**Exercise**
Omitting all images, set down every line below exactly as it appears.

[Start of Attachment]

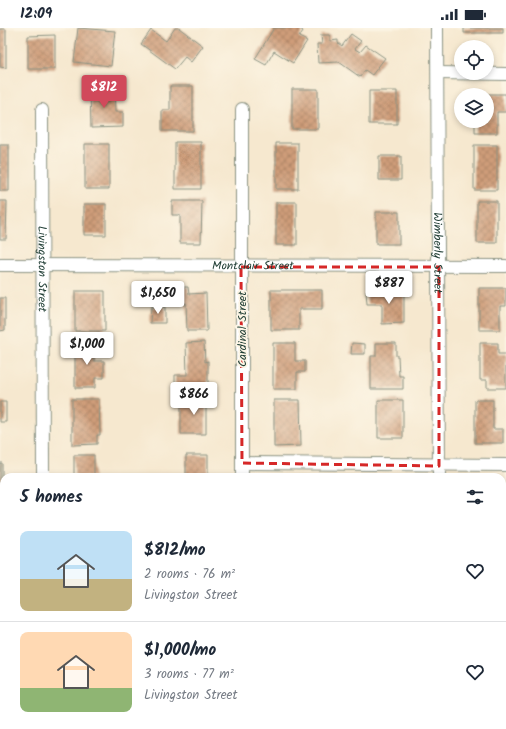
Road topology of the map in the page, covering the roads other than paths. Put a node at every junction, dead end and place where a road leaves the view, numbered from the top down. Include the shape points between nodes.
1 (437, 28) edge
2 (438, 73) junction
3 (506, 74) edge
4 (242, 109) dead end
5 (42, 110) dead end
6 (0, 265) edge
7 (43, 265) junction
8 (241, 266) junction
9 (439, 266) junction
10 (506, 266) edge
11 (242, 463) junction
12 (506, 465) edge
13 (439, 471) edge
14 (43, 473) edge
15 (242, 473) edge

1 - 2 street, Wimberly Street
2 - 3 street
2 - 9 street, Wimberly Street
4 - 8 street, Cardinal Street
5 - 7 street, Livingston Street
6 - 7 street, Montclair Street
7 - 8 street, Montclair Street
7 - 14 street, Livingston Street
8 - 9 street, Montclair Street
8 - 11 street, Cardinal Street
9 - 10 street, Montclair Street
9 - 13 street, Wimberly Street
11 - 13 street
11 - 15 street, Cardinal Street
12 - 13 street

[End of Attachment]

**Finished exercise**
Road topology of the map in the page, covering the roads other than paths. Put a node at every junction, dead end and place where a road leaves the view, numbered from the top down. Include the shape points between nodes.
1 (437, 28) edge
2 (438, 73) junction
3 (506, 74) edge
4 (242, 109) dead end
5 (42, 110) dead end
6 (0, 265) edge
7 (43, 265) junction
8 (241, 266) junction
9 (439, 266) junction
10 (506, 266) edge
11 (242, 463) junction
12 (506, 465) edge
13 (439, 471) edge
14 (43, 473) edge
15 (242, 473) edge

1 - 2 street, Wimberly Street
2 - 3 street
2 - 9 street, Wimberly Street
4 - 8 street, Cardinal Street
5 - 7 street, Livingston Street
6 - 7 street, Montclair Street
7 - 8 street, Montclair Street
7 - 14 street, Livingston Street
8 - 9 street, Montclair Street
8 - 11 street, Cardinal Street
9 - 10 street, Montclair Street
9 - 13 street, Wimberly Street
11 - 13 street
11 - 15 street, Cardinal Street
12 - 13 street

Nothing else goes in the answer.